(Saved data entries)
........

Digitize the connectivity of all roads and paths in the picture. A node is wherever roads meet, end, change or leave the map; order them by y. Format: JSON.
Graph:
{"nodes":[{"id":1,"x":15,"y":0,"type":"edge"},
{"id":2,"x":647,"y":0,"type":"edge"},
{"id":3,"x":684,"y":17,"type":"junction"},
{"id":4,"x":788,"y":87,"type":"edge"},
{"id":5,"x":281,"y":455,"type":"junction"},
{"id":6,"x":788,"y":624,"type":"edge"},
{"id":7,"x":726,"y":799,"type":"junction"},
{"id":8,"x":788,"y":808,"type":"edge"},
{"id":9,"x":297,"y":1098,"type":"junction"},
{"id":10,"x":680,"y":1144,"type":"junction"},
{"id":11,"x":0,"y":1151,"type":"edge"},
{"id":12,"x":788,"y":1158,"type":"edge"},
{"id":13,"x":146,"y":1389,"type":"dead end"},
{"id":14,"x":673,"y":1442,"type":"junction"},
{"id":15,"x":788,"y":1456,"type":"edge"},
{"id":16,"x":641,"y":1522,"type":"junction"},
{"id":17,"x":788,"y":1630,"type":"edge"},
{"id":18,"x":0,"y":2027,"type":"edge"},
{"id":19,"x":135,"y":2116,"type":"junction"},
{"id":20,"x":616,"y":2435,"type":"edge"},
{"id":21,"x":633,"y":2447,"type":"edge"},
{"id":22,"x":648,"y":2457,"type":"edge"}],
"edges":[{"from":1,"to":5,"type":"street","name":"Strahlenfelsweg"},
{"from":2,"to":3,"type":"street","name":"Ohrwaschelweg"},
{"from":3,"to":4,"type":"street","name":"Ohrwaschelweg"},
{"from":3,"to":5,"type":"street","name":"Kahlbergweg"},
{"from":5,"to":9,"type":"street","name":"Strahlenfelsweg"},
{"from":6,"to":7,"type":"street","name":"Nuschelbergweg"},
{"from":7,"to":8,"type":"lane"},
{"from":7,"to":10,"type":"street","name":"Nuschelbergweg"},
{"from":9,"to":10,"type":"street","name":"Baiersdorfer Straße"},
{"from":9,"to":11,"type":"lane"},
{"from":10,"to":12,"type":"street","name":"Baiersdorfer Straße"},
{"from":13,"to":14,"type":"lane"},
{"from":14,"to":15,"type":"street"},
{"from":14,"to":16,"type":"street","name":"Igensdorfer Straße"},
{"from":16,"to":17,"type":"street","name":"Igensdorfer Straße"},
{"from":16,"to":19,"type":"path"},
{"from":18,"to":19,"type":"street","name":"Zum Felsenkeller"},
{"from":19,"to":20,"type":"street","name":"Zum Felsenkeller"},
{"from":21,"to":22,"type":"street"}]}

........

■ Work request ■
When a line in the data contains the string "Nuschelbergweg", copy that line.

■ Completed exercise ■
{"from":6,"to":7,"type":"street","name":"Nuschelbergweg"},
{"from":7,"to":10,"type":"street","name":"Nuschelbergweg"},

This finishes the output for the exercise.